Redzepi is not at all a first mover here, urban farms/ urban gardening is trending in Copenhagen right now, with AMASS being one example and Østergro another. Actually, I don't think he is so much about being first at anything - rather he really wants to be best. Was this interview on the blue previously?
I've eaten there twice - and I love it. Once there was a really small pay for a job coming in, and I suggested that the client and I go out and eat instead. This was before it was famous, and just a lovely experience. Next time was also job-related, and it had become the best restaurant in the world (but not more expensive).
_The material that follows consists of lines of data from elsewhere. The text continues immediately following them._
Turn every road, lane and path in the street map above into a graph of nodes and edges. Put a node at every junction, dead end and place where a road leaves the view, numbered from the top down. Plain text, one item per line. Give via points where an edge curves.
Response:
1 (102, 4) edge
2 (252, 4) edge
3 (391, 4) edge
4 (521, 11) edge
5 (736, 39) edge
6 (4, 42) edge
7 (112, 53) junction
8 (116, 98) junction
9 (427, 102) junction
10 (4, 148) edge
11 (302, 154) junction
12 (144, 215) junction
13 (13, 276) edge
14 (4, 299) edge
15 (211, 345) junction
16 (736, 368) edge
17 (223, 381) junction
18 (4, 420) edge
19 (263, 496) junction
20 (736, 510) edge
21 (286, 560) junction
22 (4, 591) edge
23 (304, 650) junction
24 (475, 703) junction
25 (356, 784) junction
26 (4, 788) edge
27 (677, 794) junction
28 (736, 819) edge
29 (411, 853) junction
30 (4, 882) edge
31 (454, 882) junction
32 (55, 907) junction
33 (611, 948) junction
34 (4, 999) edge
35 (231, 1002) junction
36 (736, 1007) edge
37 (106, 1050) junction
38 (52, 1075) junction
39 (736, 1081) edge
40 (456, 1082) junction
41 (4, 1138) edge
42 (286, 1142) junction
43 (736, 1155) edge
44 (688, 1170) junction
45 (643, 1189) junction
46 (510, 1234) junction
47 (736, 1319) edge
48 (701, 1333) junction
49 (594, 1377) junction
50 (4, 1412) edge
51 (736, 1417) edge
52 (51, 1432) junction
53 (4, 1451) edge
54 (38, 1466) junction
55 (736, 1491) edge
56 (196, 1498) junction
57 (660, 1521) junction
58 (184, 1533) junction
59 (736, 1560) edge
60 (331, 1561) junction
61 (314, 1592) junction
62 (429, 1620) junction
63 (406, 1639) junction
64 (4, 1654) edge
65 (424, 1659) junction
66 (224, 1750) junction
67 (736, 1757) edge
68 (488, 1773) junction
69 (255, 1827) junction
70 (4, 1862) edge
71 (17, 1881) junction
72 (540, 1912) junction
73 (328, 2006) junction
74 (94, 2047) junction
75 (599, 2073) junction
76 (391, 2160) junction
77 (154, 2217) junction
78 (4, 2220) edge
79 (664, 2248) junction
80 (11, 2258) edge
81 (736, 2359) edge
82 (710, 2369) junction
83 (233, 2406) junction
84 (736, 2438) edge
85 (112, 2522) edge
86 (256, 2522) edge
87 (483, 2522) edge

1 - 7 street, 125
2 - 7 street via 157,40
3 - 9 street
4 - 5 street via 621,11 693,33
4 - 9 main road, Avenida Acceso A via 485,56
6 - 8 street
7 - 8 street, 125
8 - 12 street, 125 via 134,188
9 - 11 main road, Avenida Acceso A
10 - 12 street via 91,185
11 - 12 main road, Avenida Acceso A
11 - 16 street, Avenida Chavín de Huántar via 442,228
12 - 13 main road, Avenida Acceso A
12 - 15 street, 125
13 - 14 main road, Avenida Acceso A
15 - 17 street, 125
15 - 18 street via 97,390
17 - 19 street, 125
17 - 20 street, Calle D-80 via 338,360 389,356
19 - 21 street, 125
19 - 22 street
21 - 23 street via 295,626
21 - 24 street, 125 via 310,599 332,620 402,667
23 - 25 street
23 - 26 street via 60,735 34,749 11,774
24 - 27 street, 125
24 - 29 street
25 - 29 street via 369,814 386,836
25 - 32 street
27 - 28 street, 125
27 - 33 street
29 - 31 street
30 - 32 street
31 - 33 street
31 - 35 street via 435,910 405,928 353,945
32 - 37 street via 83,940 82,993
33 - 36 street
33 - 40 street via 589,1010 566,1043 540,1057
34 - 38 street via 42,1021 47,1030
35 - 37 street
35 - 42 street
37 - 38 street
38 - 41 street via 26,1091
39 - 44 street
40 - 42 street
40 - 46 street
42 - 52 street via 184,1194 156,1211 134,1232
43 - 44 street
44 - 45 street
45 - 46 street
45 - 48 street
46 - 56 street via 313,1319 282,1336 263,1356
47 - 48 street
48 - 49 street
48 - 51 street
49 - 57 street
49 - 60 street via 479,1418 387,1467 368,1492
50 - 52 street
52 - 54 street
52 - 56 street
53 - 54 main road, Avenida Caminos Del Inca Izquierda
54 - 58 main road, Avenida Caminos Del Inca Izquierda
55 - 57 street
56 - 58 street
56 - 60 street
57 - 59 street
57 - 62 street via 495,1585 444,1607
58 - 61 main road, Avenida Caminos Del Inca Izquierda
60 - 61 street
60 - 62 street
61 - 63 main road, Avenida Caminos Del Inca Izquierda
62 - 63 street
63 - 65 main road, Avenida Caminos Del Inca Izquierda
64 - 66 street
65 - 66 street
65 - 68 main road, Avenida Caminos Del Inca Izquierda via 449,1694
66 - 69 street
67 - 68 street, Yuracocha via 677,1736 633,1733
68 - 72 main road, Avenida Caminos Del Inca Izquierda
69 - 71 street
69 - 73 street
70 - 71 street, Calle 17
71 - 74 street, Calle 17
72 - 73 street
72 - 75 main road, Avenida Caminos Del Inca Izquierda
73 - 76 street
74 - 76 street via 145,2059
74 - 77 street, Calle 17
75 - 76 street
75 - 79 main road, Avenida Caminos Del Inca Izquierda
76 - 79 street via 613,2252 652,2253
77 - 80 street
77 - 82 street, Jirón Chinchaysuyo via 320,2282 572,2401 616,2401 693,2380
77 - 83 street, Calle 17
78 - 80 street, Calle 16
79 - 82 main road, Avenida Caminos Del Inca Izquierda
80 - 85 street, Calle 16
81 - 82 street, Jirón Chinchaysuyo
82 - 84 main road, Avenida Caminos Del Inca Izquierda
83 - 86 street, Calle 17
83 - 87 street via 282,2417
It was more gimmicky but still a food experience and great fun to share with colleagues.
posted by mumimor at 9:59 AM on September 15, 2015 [6 favorites]


Just in: Christiania welcomes her new neighbor (in Danish)
posted by mumimor at 1:59 PM on September 15, 2015


via John Birdsall on Twitter: "Re Noma: The weird saga of Vernon & Charlene Rollins, who in the 1980s, in Boonville CA, grew everything they cooked."
posted by larrybob at 8:23 PM on September 15, 2015 [1 favorite]


For all its problems, Boonville's full of people realizing their culinary dreams- land of the the first microbrews I ever ran into, full-bodied wines that were on the sweet (= uncool) side. And less than an hour away (close by Mendocino County standards), Mendocino had the first "artisan" roasted coffee to be found in NorCal outside of North Beach in San Francisco.